• [Description of the task]: Copy each line of the records below that mentions the word "Close".
Input data below:
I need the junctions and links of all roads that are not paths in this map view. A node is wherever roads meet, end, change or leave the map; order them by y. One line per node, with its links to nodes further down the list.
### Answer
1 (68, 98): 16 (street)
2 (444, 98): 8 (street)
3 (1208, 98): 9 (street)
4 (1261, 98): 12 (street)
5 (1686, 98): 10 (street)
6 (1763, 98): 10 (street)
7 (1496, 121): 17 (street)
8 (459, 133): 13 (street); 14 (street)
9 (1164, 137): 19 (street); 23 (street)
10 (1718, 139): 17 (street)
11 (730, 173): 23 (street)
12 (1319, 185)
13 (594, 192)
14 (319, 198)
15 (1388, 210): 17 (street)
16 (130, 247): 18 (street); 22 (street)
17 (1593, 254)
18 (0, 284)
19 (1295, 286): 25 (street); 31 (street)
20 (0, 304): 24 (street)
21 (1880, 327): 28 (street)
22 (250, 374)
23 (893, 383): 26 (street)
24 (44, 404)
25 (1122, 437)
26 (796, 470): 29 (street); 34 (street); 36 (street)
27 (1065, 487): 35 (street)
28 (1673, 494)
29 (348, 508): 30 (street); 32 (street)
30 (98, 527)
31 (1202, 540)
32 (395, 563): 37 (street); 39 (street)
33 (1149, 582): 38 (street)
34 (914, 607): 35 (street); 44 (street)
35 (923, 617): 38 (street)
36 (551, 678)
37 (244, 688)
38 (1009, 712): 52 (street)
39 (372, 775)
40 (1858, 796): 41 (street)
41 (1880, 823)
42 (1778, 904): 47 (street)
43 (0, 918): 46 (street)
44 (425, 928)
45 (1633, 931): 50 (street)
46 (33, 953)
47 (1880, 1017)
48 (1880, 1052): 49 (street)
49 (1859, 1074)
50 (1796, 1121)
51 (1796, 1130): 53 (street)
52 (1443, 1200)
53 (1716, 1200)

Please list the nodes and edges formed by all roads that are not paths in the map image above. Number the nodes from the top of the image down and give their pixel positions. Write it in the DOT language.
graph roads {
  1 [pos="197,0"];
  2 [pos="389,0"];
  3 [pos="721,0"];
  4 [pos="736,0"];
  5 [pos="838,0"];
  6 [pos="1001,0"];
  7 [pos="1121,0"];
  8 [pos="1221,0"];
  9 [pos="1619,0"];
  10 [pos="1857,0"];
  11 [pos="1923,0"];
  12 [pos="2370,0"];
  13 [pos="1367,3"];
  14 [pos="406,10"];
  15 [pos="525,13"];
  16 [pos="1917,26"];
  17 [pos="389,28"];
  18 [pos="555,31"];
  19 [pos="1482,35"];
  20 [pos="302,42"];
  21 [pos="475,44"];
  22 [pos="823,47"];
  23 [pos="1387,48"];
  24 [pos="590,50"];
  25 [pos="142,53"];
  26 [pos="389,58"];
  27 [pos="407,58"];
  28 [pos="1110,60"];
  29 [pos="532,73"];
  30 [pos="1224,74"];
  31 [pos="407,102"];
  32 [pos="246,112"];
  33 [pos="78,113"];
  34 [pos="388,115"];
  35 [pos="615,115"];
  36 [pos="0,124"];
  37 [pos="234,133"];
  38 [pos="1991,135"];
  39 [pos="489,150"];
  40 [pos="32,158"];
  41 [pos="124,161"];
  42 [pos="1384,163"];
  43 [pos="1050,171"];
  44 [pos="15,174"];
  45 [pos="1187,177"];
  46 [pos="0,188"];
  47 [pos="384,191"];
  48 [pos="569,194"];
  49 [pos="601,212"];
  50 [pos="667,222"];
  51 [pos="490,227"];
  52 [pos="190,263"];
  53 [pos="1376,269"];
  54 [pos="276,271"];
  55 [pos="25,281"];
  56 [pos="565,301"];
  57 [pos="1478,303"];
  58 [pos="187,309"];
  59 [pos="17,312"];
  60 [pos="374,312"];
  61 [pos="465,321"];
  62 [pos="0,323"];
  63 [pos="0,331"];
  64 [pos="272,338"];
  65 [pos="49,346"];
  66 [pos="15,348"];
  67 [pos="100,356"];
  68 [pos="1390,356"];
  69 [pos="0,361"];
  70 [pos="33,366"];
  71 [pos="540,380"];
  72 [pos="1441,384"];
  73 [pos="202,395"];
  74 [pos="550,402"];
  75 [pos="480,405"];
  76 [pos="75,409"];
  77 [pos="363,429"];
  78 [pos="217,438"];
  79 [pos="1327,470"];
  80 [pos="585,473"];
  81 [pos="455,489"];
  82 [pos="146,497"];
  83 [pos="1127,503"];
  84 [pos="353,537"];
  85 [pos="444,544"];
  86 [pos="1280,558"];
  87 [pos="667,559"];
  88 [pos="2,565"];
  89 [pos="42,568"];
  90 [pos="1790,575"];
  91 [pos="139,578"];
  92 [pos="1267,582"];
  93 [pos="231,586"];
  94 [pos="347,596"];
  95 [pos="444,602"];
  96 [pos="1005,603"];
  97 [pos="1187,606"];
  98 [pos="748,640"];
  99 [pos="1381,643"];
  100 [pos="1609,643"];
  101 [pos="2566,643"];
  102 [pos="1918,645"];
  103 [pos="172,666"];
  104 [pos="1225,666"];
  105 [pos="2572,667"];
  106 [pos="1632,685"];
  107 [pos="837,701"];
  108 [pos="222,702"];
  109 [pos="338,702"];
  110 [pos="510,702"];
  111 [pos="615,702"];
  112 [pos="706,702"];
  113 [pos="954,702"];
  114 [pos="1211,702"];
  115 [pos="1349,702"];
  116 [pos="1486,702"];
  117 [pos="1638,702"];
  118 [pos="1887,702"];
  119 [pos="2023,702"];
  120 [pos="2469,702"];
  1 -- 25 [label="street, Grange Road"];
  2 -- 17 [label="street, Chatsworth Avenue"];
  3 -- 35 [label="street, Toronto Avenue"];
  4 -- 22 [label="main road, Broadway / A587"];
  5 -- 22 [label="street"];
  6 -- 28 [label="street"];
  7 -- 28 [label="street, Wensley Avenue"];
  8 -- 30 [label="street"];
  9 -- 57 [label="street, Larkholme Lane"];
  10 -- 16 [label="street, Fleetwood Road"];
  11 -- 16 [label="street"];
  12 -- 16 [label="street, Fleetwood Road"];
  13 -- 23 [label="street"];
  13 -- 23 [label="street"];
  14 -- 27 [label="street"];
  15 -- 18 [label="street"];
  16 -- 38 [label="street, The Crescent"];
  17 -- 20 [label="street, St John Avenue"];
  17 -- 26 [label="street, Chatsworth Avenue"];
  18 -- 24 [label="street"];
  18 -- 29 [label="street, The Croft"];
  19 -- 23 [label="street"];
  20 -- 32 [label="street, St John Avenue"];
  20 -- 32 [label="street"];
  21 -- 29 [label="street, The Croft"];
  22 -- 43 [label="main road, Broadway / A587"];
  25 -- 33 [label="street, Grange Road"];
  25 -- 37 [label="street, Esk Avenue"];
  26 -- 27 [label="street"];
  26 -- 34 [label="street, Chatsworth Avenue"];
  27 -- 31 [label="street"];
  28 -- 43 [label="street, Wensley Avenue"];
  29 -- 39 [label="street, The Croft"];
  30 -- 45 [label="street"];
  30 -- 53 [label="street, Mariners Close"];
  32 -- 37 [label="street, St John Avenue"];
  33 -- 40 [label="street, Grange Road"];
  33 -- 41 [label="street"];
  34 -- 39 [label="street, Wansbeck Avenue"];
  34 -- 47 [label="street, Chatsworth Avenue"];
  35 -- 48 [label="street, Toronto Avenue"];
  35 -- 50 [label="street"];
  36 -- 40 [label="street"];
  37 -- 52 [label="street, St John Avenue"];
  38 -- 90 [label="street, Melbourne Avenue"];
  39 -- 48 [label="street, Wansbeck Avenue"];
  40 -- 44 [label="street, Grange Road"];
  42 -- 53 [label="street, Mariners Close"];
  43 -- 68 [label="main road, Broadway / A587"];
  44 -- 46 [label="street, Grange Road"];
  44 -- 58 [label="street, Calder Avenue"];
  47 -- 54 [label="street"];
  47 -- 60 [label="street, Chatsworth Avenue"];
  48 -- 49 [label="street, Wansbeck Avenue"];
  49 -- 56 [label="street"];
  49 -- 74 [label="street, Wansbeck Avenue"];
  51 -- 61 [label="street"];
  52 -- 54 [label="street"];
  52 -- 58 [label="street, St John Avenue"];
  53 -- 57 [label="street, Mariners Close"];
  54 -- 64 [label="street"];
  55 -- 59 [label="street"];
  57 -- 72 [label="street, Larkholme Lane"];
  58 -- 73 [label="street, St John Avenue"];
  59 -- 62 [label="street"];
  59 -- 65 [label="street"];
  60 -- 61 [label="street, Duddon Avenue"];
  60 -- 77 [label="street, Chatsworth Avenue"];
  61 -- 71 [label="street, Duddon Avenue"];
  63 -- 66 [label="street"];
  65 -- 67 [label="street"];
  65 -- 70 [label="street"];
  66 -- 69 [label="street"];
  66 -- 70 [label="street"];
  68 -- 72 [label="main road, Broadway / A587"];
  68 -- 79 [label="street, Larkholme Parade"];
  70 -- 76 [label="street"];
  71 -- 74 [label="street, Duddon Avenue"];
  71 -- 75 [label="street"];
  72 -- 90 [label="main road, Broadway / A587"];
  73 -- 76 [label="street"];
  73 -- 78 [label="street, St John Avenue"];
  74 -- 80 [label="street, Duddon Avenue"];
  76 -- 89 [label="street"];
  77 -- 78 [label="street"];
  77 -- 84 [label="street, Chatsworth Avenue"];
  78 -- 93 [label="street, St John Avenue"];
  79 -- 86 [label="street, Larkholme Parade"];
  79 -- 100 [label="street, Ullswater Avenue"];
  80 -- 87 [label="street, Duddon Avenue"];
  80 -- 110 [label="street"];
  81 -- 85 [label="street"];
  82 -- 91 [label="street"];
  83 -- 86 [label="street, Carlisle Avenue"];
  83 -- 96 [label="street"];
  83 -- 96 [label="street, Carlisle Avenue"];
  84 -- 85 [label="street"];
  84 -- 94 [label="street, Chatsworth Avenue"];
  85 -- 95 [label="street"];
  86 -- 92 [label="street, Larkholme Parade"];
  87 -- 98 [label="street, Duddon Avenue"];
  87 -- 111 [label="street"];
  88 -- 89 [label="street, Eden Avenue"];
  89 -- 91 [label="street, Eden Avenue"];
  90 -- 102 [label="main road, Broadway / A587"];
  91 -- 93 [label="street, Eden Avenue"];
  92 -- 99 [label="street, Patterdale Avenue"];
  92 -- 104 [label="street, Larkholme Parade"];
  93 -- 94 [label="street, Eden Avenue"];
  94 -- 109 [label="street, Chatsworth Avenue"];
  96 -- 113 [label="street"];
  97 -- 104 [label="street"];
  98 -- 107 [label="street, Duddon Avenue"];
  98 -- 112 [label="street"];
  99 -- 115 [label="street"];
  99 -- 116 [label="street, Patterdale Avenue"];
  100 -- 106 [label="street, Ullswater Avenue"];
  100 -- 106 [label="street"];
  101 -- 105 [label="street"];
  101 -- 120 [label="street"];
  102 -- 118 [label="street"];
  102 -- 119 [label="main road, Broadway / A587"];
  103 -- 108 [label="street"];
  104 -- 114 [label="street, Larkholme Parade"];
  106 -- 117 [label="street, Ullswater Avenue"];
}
End of Input data.
• [Exercise output]:
  30 -- 53 [label="street, Mariners Close"];
  42 -- 53 [label="street, Mariners Close"];
  53 -- 57 [label="street, Mariners Close"];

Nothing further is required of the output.